Collected data

*****

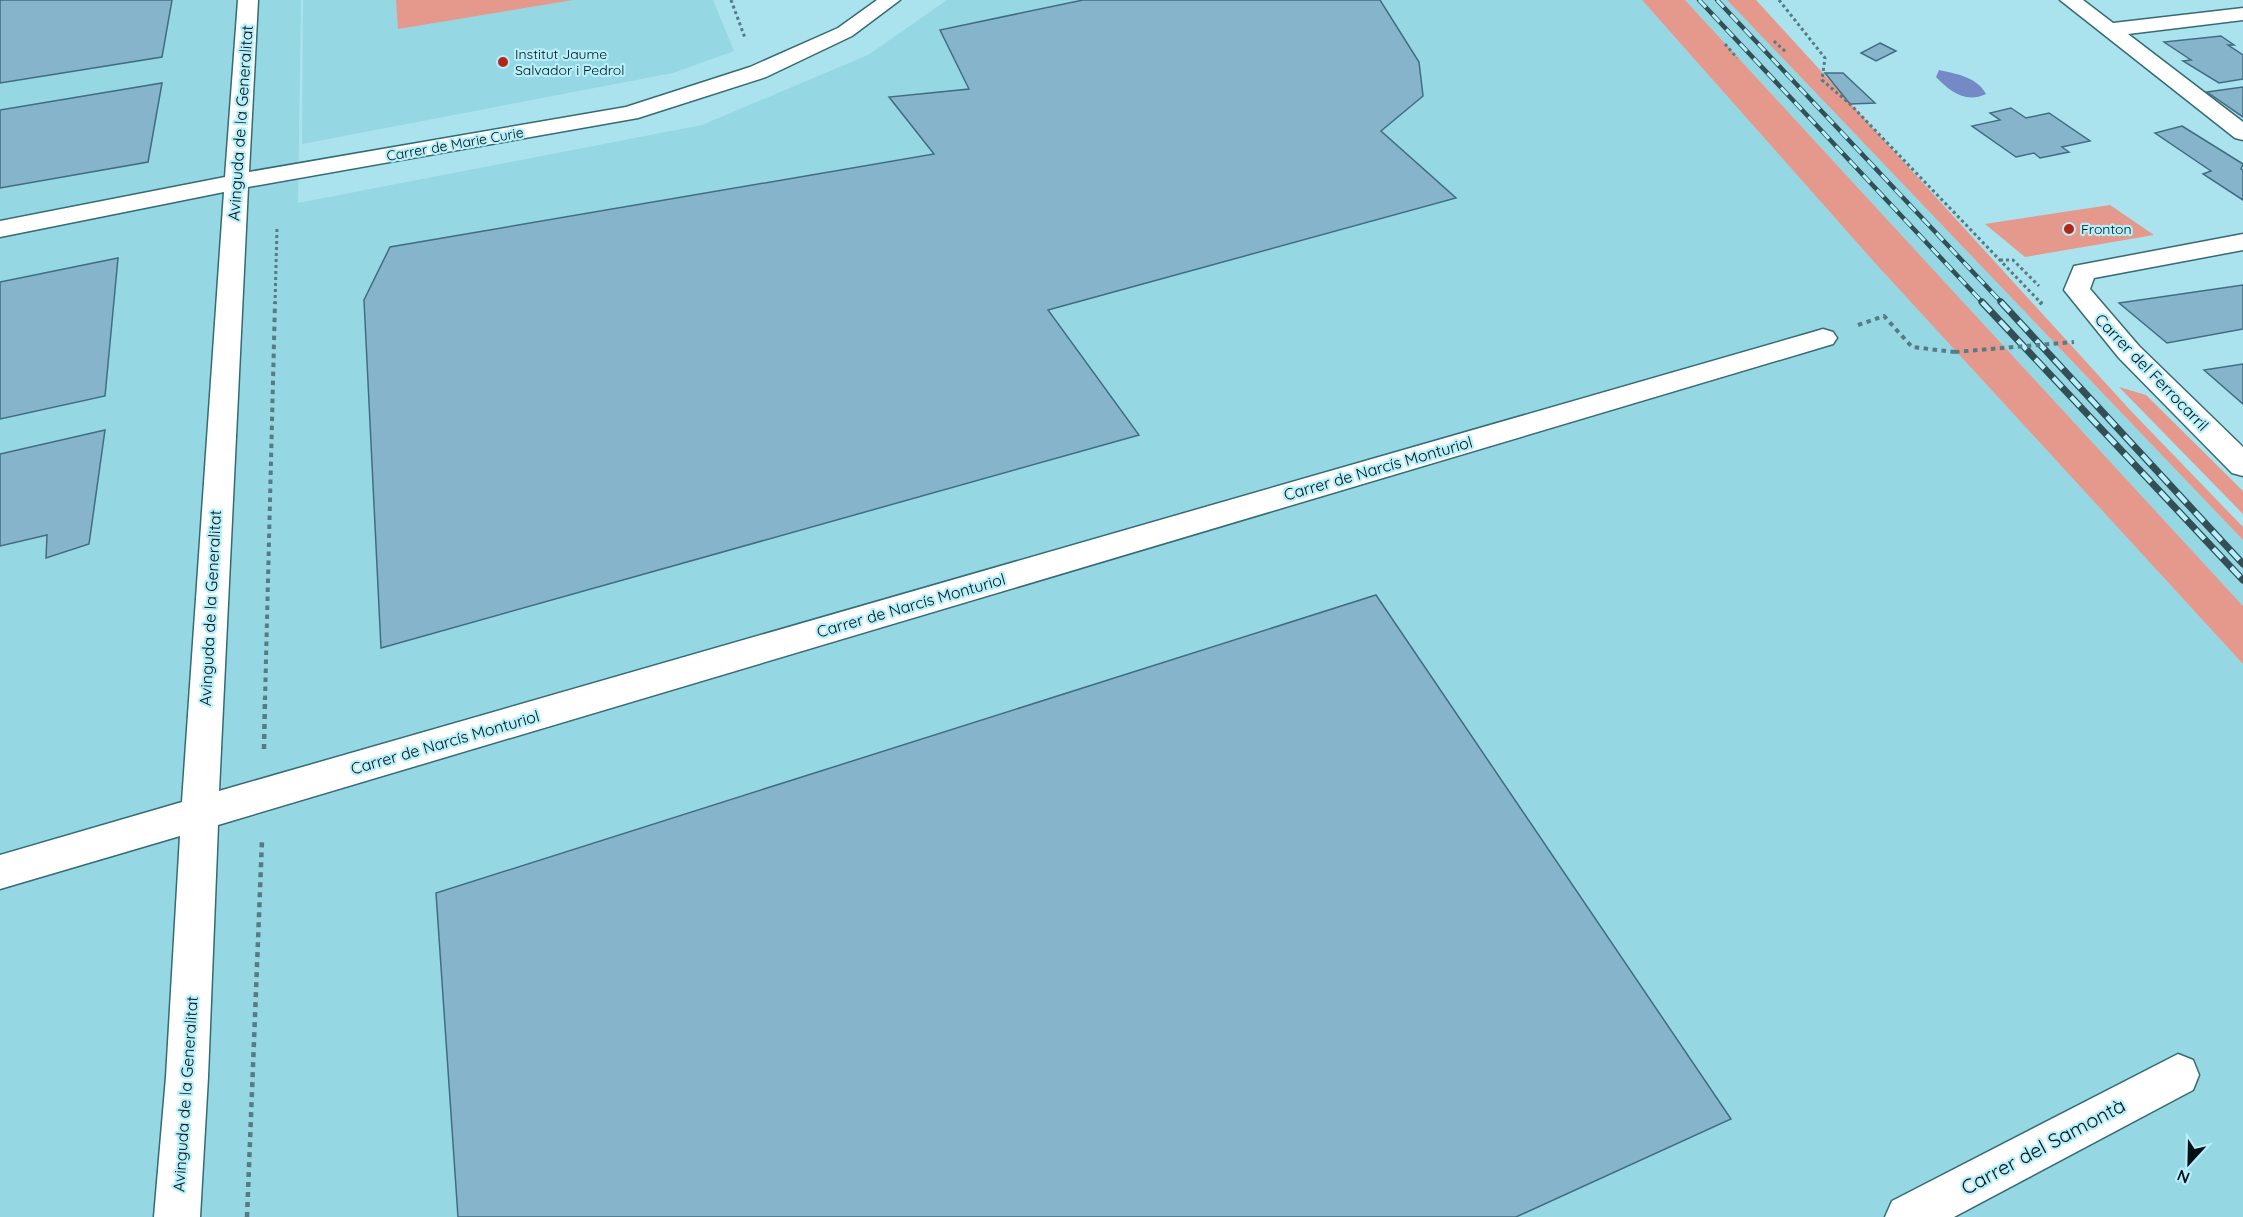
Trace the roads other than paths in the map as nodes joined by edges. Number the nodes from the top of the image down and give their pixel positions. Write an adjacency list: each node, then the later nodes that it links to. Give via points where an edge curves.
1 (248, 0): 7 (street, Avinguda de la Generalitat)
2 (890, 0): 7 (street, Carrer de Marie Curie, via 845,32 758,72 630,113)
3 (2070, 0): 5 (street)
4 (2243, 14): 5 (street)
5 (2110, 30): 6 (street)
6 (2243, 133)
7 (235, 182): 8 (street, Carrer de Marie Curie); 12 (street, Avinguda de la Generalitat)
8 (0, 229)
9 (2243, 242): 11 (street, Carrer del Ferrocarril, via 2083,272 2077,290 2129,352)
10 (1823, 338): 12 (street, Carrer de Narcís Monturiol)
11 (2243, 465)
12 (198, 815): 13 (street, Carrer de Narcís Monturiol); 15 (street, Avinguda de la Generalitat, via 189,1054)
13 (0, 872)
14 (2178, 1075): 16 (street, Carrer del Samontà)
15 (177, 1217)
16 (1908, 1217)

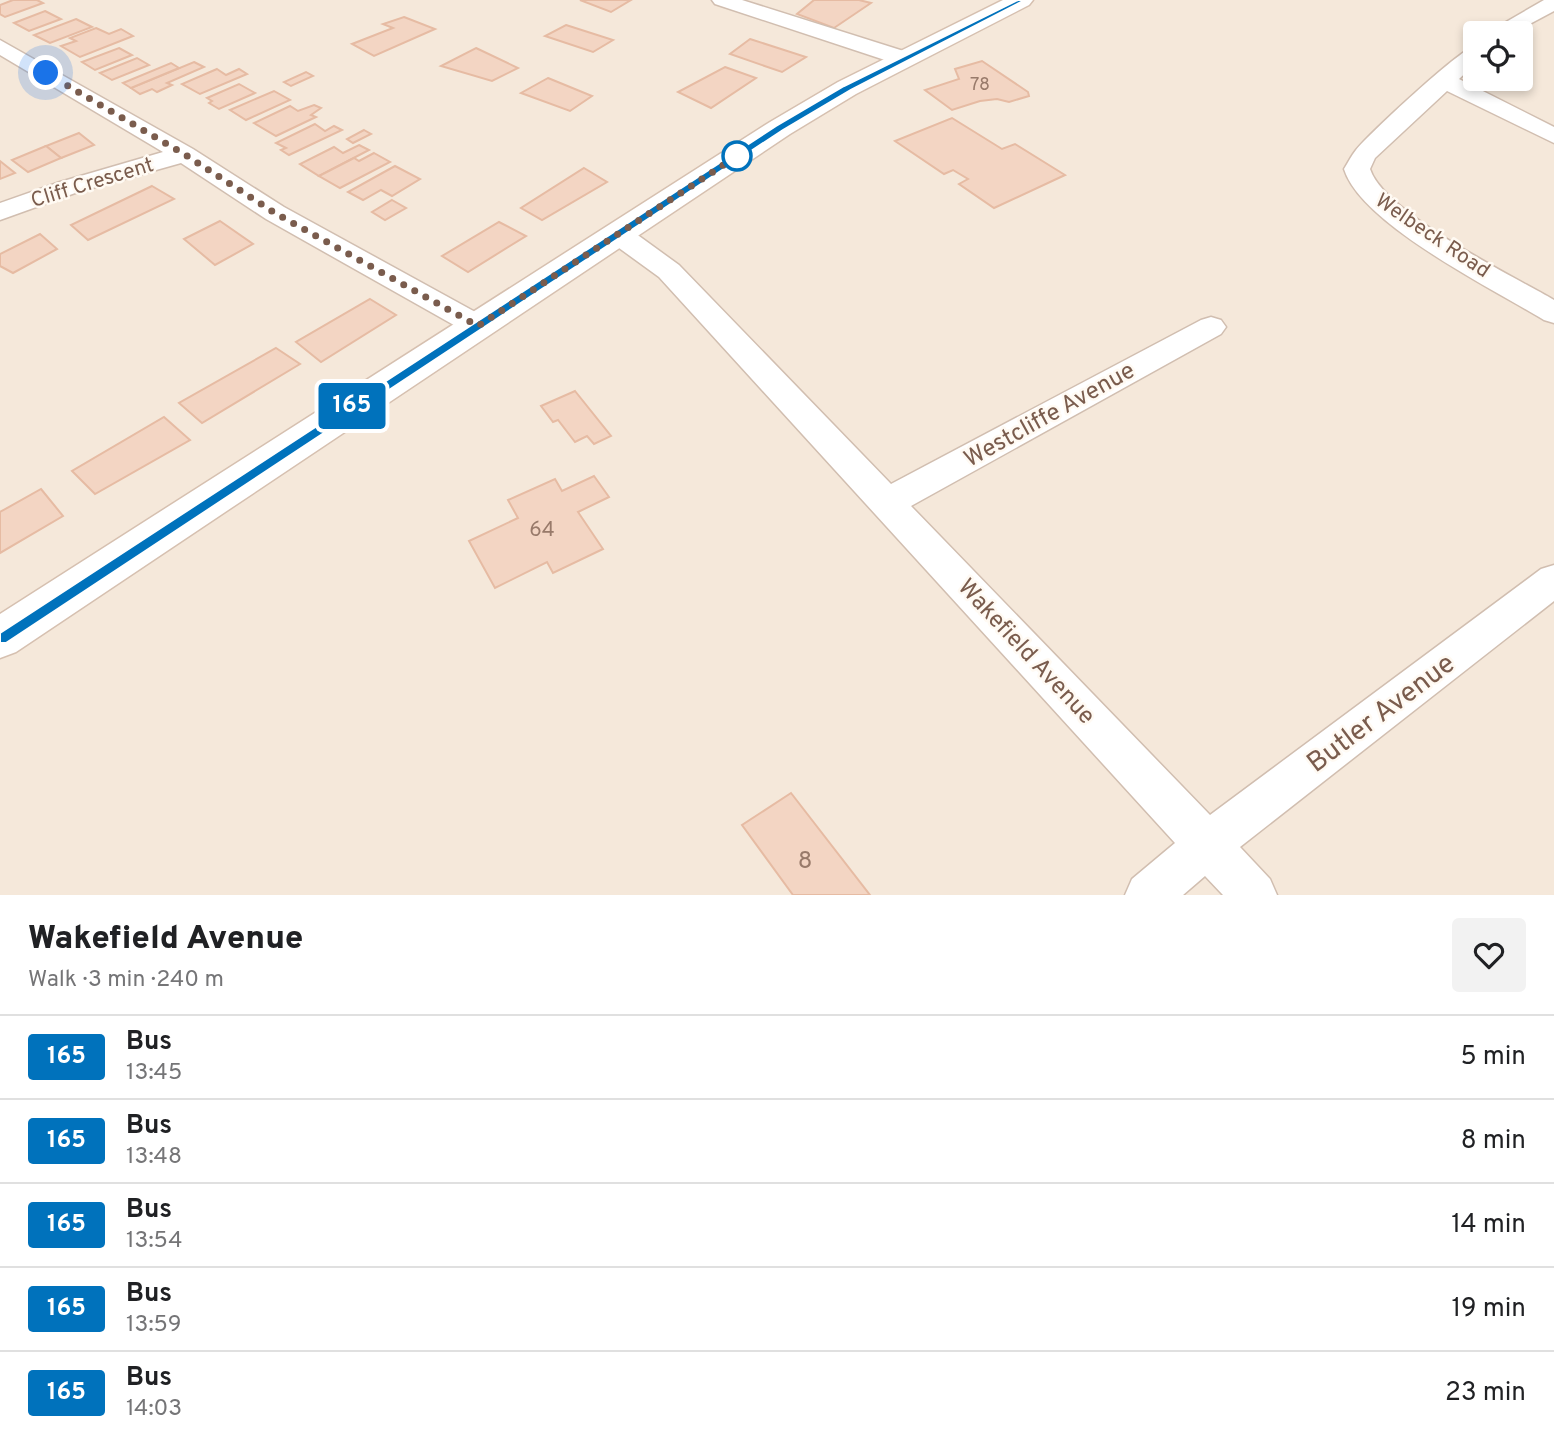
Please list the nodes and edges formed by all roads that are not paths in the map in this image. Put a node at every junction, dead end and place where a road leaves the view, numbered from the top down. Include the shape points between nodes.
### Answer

*****

What the task requires:
Do not include images; quote all of the entries above exactly.

Reply to the task:
Trace the roads other than paths in the map as nodes joined by edges. Number the nodes from the top of the image down and give their pixel positions. Write an adjacency list: each node, then the later nodes that it links to. Give via points where an edge curves.
1 (248, 0): 7 (street, Avinguda de la Generalitat)
2 (890, 0): 7 (street, Carrer de Marie Curie, via 845,32 758,72 630,113)
3 (2070, 0): 5 (street)
4 (2243, 14): 5 (street)
5 (2110, 30): 6 (street)
6 (2243, 133)
7 (235, 182): 8 (street, Carrer de Marie Curie); 12 (street, Avinguda de la Generalitat)
8 (0, 229)
9 (2243, 242): 11 (street, Carrer del Ferrocarril, via 2083,272 2077,290 2129,352)
10 (1823, 338): 12 (street, Carrer de Narcís Monturiol)
11 (2243, 465)
12 (198, 815): 13 (street, Carrer de Narcís Monturiol); 15 (street, Avinguda de la Generalitat, via 189,1054)
13 (0, 872)
14 (2178, 1075): 16 (street, Carrer del Samontà)
15 (177, 1217)
16 (1908, 1217)

Please list the nodes and edges formed by all roads that are not paths in the map in this image. Put a node at every junction, dead end and place where a road leaves the view, numbered from the top down. Include the shape points between nodes.
### Answer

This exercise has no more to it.